Jeśli i tak będziecie się śmiać z treści, nie będzie to dziwne. 
Będzie to niepokojące.

______________________________________________

— Pamiętaj. Nigdy nie ufaj czemuś, co nosi spodnie w czarno-białe pionowe pasy — odparłam arogancko, biorąc kolejny łyk wytrawnego wina, które przed chwilą mi nalała.

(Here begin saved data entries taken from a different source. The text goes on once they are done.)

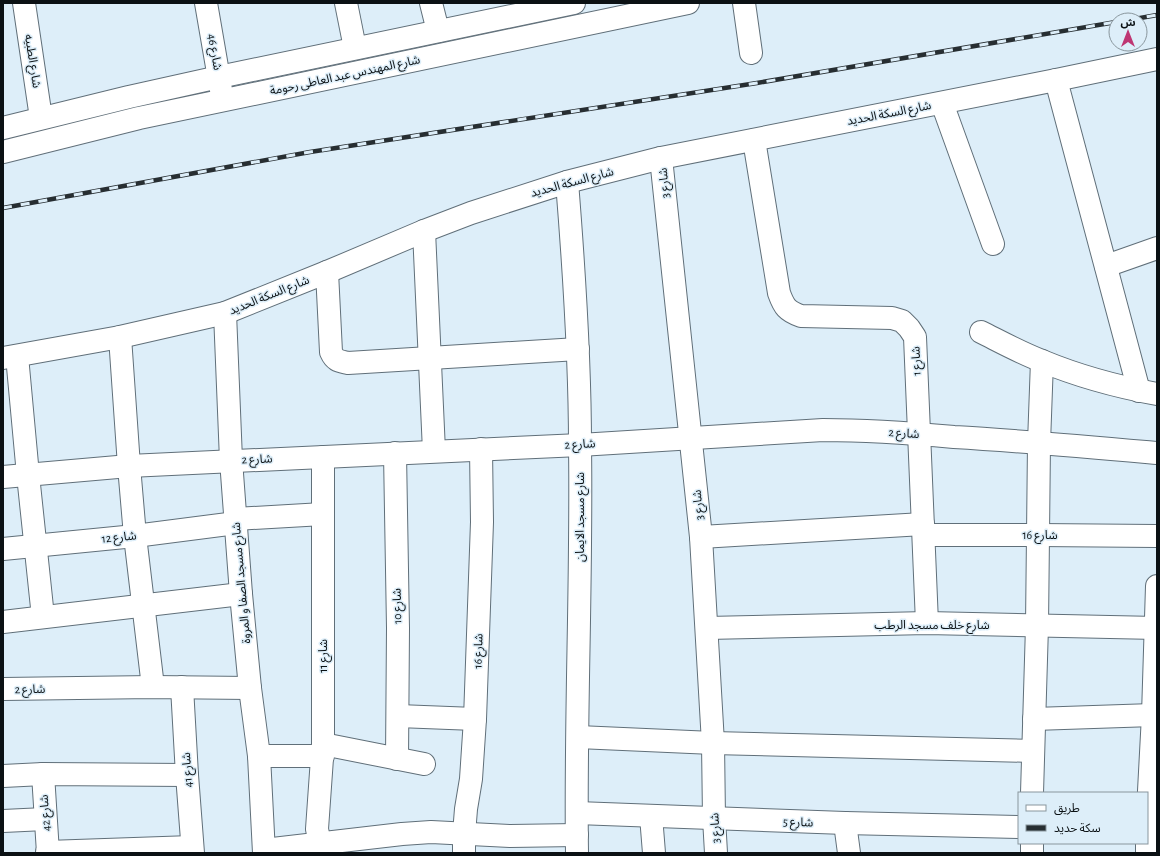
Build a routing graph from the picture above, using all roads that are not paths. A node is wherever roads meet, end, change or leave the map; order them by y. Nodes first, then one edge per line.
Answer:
1 (24, 3) edge
2 (206, 3) edge
3 (346, 3) edge
4 (431, 3) edge
5 (574, 3) edge
6 (688, 3) edge
7 (744, 3) edge
8 (509, 10) edge
9 (598, 12) edge
10 (438, 31) junction
11 (355, 48) junction
12 (751, 53) dead end
13 (1156, 62) edge
14 (219, 76) junction
15 (1056, 80) junction
16 (223, 101) junction
17 (942, 103) junction
18 (41, 118) junction
19 (3, 128) edge
20 (754, 140) junction
21 (3, 152) edge
22 (662, 158) junction
23 (567, 182) junction
24 (424, 231) junction
25 (994, 244) dead end
26 (1157, 248) edge
27 (1106, 266) junction
28 (327, 272) junction
29 (225, 313) junction
30 (981, 332) dead end
31 (120, 337) junction
32 (578, 349) junction
33 (10, 357) edge
34 (429, 358) junction
35 (1042, 361) junction
36 (1148, 392) edge
37 (919, 434) junction
38 (691, 438) junction
39 (1038, 442) junction
40 (580, 445) junction
41 (481, 449) junction
42 (434, 451) junction
43 (395, 453) junction
44 (1157, 453) edge
45 (323, 457) junction
46 (231, 460) junction
47 (129, 466) junction
48 (28, 475) junction
49 (3, 477) edge
50 (323, 514) junction
51 (236, 521) junction
52 (924, 530) junction
53 (1038, 535) junction
54 (135, 536) junction
55 (1157, 536) edge
56 (701, 537) junction
57 (35, 546) junction
58 (3, 549) edge
59 (1157, 586) edge
60 (241, 594) junction
61 (142, 605) junction
62 (43, 617) junction
63 (3, 622) edge
64 (927, 623) junction
65 (1037, 626) junction
66 (707, 628) junction
67 (1156, 628) edge
68 (153, 687) junction
69 (182, 687) junction
70 (250, 688) junction
71 (3, 689) edge
72 (1153, 715) junction
73 (398, 716) junction
74 (475, 719) junction
75 (1034, 719) junction
76 (578, 737) junction
77 (713, 743) junction
78 (323, 750) junction
79 (1033, 751) junction
80 (259, 756) junction
81 (397, 759) junction
82 (1154, 760) edge
83 (424, 764) dead end
84 (43, 774) junction
85 (187, 775) junction
86 (3, 776) edge
87 (1032, 792) edge
88 (577, 813) junction
89 (652, 816) junction
90 (714, 818) junction
91 (45, 819) junction
92 (1148, 819) edge
93 (3, 822) edge
94 (845, 823) junction
95 (1018, 827) edge
96 (464, 843) edge
97 (577, 844) edge
98 (323, 848) edge
99 (193, 850) edge
100 (264, 851) edge
101 (48, 852) edge
102 (654, 853) edge
103 (716, 853) edge
104 (849, 853) edge

1 - 18 street, شارع الطبيه
2 - 14 street, شارع 46
3 - 11 street
4 - 10 street
5 - 8 street, شارع المهندس عبد العاطى رحومة
6 - 9 street, شارع المهندس عبد العاطى رحومة
7 - 12 street
8 - 10 street, شارع المهندس عبد العاطى رحومة
9 - 16 street, شارع المهندس عبد العاطى رحومة
10 - 11 street, شارع المهندس عبد العاطى رحومة
11 - 14 street, شارع المهندس عبد العاطى رحومة
13 - 15 street, شارع السكة الحديد
14 - 16 street, شارع 46
14 - 18 street, شارع المهندس عبد العاطى رحومة
15 - 17 street, شارع السكة الحديد
15 - 27 street
16 - 21 street, شارع المهندس عبد العاطى رحومة
17 - 20 street, شارع السكة الحديد
17 - 25 street
18 - 19 street, شارع المهندس عبد العاطى رحومة
20 - 22 street, شارع السكة الحديد
20 - 37 street, شارع 1
22 - 23 street, شارع السكة الحديد
22 - 38 street, شارع 3
23 - 24 street, شارع السكة الحديد
23 - 32 street, شارع مسجد الايمان
24 - 28 street, شارع السكة الحديد
24 - 34 street
26 - 27 street
27 - 36 street
28 - 29 street, شارع السكة الحديد
28 - 34 street
29 - 31 street, شارع السكة الحديد
29 - 46 street, شارع مسجد الصفا و المروة
30 - 35 street
31 - 33 street, شارع السكة الحديد
31 - 47 street
32 - 34 street
32 - 40 street, شارع مسجد الايمان
33 - 48 street
34 - 42 street
35 - 36 street
35 - 39 street
37 - 38 street, شارع 2
37 - 39 street, شارع 2
37 - 52 street, شارع 1
38 - 40 street, شارع 2
38 - 56 street, شارع 3
39 - 44 street, شارع 2
39 - 53 street
40 - 41 street, شارع 2
40 - 76 street, شارع مسجد الايمان
41 - 42 street, شارع 2
41 - 74 street, شارع 16
42 - 43 street, شارع 2
43 - 45 street, شارع 2
43 - 73 street, شارع 10
45 - 46 street, شارع 2
45 - 50 street, شارع 11
46 - 47 street, شارع 2
46 - 51 street, شارع مسجد الصفا و المروة
47 - 48 street, شارع 2
47 - 54 street
48 - 49 street, شارع 2
48 - 57 street
50 - 51 street, شارع 12
50 - 78 street, شارع 11
51 - 54 street, شارع 12
51 - 60 street, شارع مسجد الصفا و المروة
52 - 53 street, شارع 16
52 - 56 street, شارع 16
52 - 64 street, شارع 1
53 - 55 street, شارع 16
53 - 65 street
54 - 57 street, شارع 12
54 - 61 street
56 - 66 street, شارع 3
57 - 58 street, شارع 12
57 - 62 street
59 - 67 street
60 - 61 street
60 - 70 street, شارع مسجد الصفا و المروة
61 - 62 street
61 - 68 street
62 - 63 street
64 - 65 street, شارع خلف مسجد الرطب
64 - 66 street, شارع خلف مسجد الرطب
65 - 67 street, شارع خلف مسجد الرطب
65 - 75 street
66 - 77 street, شارع 3
67 - 72 street
68 - 69 street, شارع 2
68 - 71 street, شارع 2
69 - 70 street, شارع 2
69 - 85 street, شارع 41
70 - 80 street, شارع مسجد الصفا و المروة
72 - 75 street
72 - 82 street
73 - 74 street
73 - 81 street, شارع 10
74 - 96 street, شارع 16
75 - 79 street
76 - 77 street
76 - 88 street, شارع مسجد الايمان
77 - 79 street
77 - 90 street, شارع 3
78 - 80 street
78 - 81 street
78 - 98 street, شارع 11
79 - 87 street
80 - 100 street, شارع مسجد الصفا و المروة
81 - 83 street
82 - 92 street
84 - 85 street
84 - 86 street
84 - 91 street, شارع 42
85 - 99 street, شارع 41
88 - 89 street, شارع 5
88 - 97 street, شارع مسجد الايمان
89 - 90 street, شارع 5
89 - 102 street
90 - 94 street, شارع 5
90 - 103 street, شارع 3
91 - 93 street
91 - 101 street, شارع 42
94 - 95 street, شارع 5
94 - 104 street
96 - 97 street
96 - 98 street
98 - 100 street
99 - 101 street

               Jakiś czas temu uznałyśmy, że lepiej się nie przyjaźnić. Wróciłyśmy więc na relacje nieco mniej zaawansowane, ale tylko w teorii. Wbrew wszystkiemu nadal traktowałyśmy się nawzajem tak, jak robiłyśmy to dotychczas. Nic nie uległo zmianie. Nic poza słowem "przyjaźń", które nieudolnie antyewoluowało w "znajomość". Jednak nikomu to nie przeszkadzało. Przychodziła do mnie co jakiś czas, traktując moją chatę niczym jeden wielki stół szwedzki. Obsługiwała się jedzeniem moich współlokatorów oraz moim łóżkiem i winem. Przynajmniej nie narzekała, iż piję tylko wytrawne. Nie cierpiałam słodkich rzeczy. 
— Więc mówisz, że zerżniesz ją jak świnię — powiedziała, częstując się bez pytania papierosem z mojej paczki. 
— Nie brzmi to dobrze, tym bardziej w twoich ustach — syknęłam, kończąc lampkę. — Niby tak, niby nie. Ubrałabym to inaczej w słowa, bo brzmi chujowo. Ale szczerze do bólu mówiąc... Tak, zerżnęłabym ją jak świnię.
— Życie ci niemiłe, że napalasz się na jakieś nieletnie? — spytała z wyraźnie odczuwalną pogardą.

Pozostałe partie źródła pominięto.